Privacy experts say that Canadian laws, such as the Personal Information Protection and Electronic Documents Act (PIPEDA), lack teeth and desperately need updating. “Our privacy laws were made at a time when we were worried about keeping files safe in locked cabinets,” explains McPhail.
But as governments lag behind, we’re living in the age of “surveillance capitalism”—a term coined by Harvard Business School professor Zuboff to describe how corporations are mining the human experience to not only make money but also predict and manipulate our behavior. It may sound abstract, but it’s already happening: Last year, news broke that Cambridge Analytica, a political consulting firm that has done work for the Trump campaign, harvested personal info from up to 87 million Facebook profiles to design micro-targeted ads—allegedly for election meddling.

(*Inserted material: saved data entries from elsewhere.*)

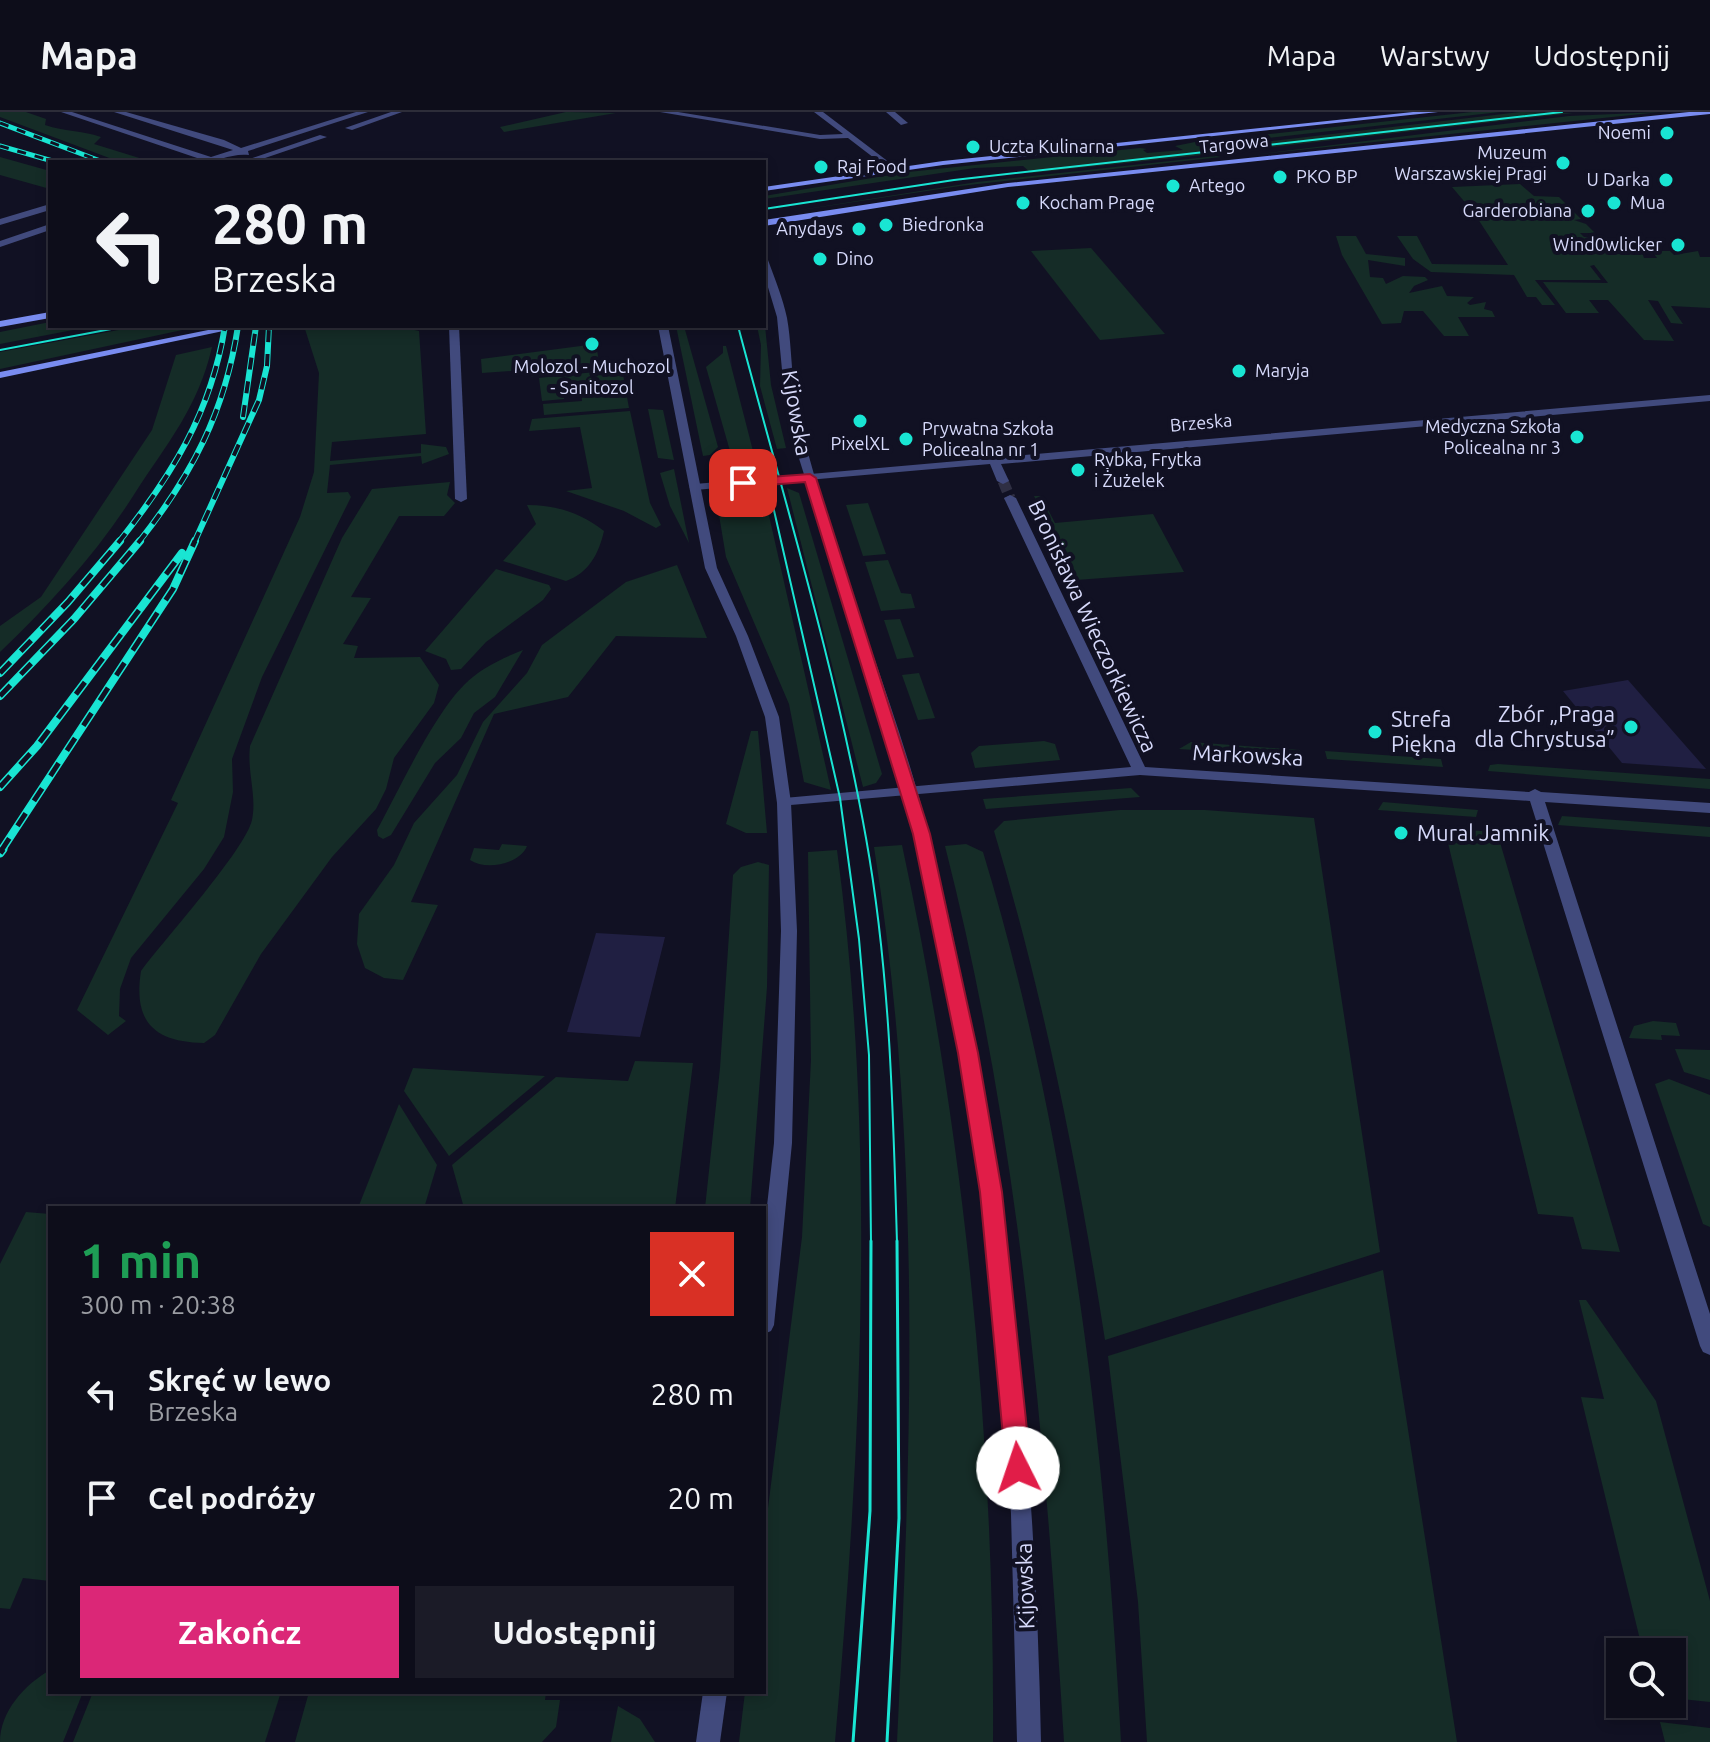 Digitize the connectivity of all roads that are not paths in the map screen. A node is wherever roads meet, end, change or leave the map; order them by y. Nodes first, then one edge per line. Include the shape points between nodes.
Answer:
1 (65, 112) edge
2 (118, 112) edge
3 (364, 112) edge
4 (398, 112) edge
5 (664, 112) edge
6 (818, 112) edge
7 (890, 112) edge
8 (1430, 112) edge
9 (1710, 112) edge
10 (904, 123) dead end
11 (850, 136) junction
12 (242, 151) junction
13 (208, 160) edge
14 (214, 160) edge
15 (260, 160) edge
16 (894, 169) junction
17 (766, 189) edge
18 (48, 208) edge
19 (0, 222) edge
20 (766, 223) edge
21 (48, 228) edge
22 (0, 244) edge
23 (766, 266) edge
24 (48, 315) edge
25 (0, 324) edge
26 (232, 328) edge
27 (454, 328) edge
28 (663, 328) edge
29 (0, 375) edge
30 (1710, 398) edge
31 (993, 459) junction
32 (810, 478) junction
33 (1003, 481) tunnel mouth
34 (695, 487) junction
35 (1010, 498) tunnel mouth
36 (461, 499) dead end
37 (1140, 771) junction
38 (909, 791) junction
39 (1535, 794) junction
40 (784, 803) junction
41 (1710, 808) edge
42 (766, 1310) edge
43 (1710, 1346) edge
44 (715, 1694) edge
45 (708, 1742) edge
46 (1029, 1742) edge

1 - 13 street
2 - 12 street
3 - 12 street
4 - 15 street
5 - 11 street via 820,137
6 - 11 street
7 - 10 street
8 - 16 main road, Targowa
9 - 20 main road, Targowa via 1008,185
11 - 16 street
12 - 14 street
12 - 15 street
16 - 17 main road, Targowa
18 - 19 street
21 - 22 street
23 - 32 street, Kijowska via 782,317 789,391
24 - 25 main road
26 - 29 main road
27 - 36 street
28 - 34 street
30 - 31 street, Brzeska
31 - 32 street, Brzeska
31 - 33 street, Bronisława Wieczorkiewicza
32 - 34 street, Brzeska
32 - 38 street, Kijowska
34 - 40 street via 711,568 772,717
35 - 37 street, Bronisława Wieczorkiewicza
37 - 38 street, Markowska
37 - 39 street, Markowska
38 - 40 street, Markowska
38 - 46 street, Kijowska via 944,933 991,1192 1022,1522
39 - 41 street, Markowska
39 - 43 street
40 - 42 street via 789,931 784,1113
44 - 45 street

How w did the company hoover up so much data? By making a seemingly innocent Facebook app: a personality quiz.
So, short of becoming a neo-Luddite, what’s the solution? “It’s not realistic to tell people to give up these services simply,” says Khoo. “We have to put pressure on companies to do the right thing and put pressure on regulators and politicians to enforce the laws—putting the onus to act where it belongs.” It’s possible: While Canadians wait for PIPEDA to be overhauled, last spring, the E.U. implemented the world’s strictest data privacy laws, known as the General Data Protection Regulation (GDPR). But until everyone else catches up? You’d be wise to use your gadgets with your own eyes wide open.
Here are a few ways to take back some control over your personal data.
Choose devices and apps carefully. Dr. Ann Cavoukian personally favors Apple devices because they have stronger privacy protection. With any given app, you don’t know what will happen with your personal data, so ask yourself if you need it enough to accept the risks.
Switch to sites that guard privacy. Wary of Google knowing all? Duck Duck Go is a privacy-focused rival search engine that doesn’t track you and sells nothing to advertisers.
Check permissions. Which apps are tracking your location at all times? Or are you seeing your contacts, getting into your calendar, and accessing your camera or mic? Review your settings and revoke permissions you’re not cool with.
Set up device encryption. If you do only one thing, it should be this, advises Brenda McPhail. Encryption makes your phone data readable only when your device is unlocked. Look for device-specific how-to’s online.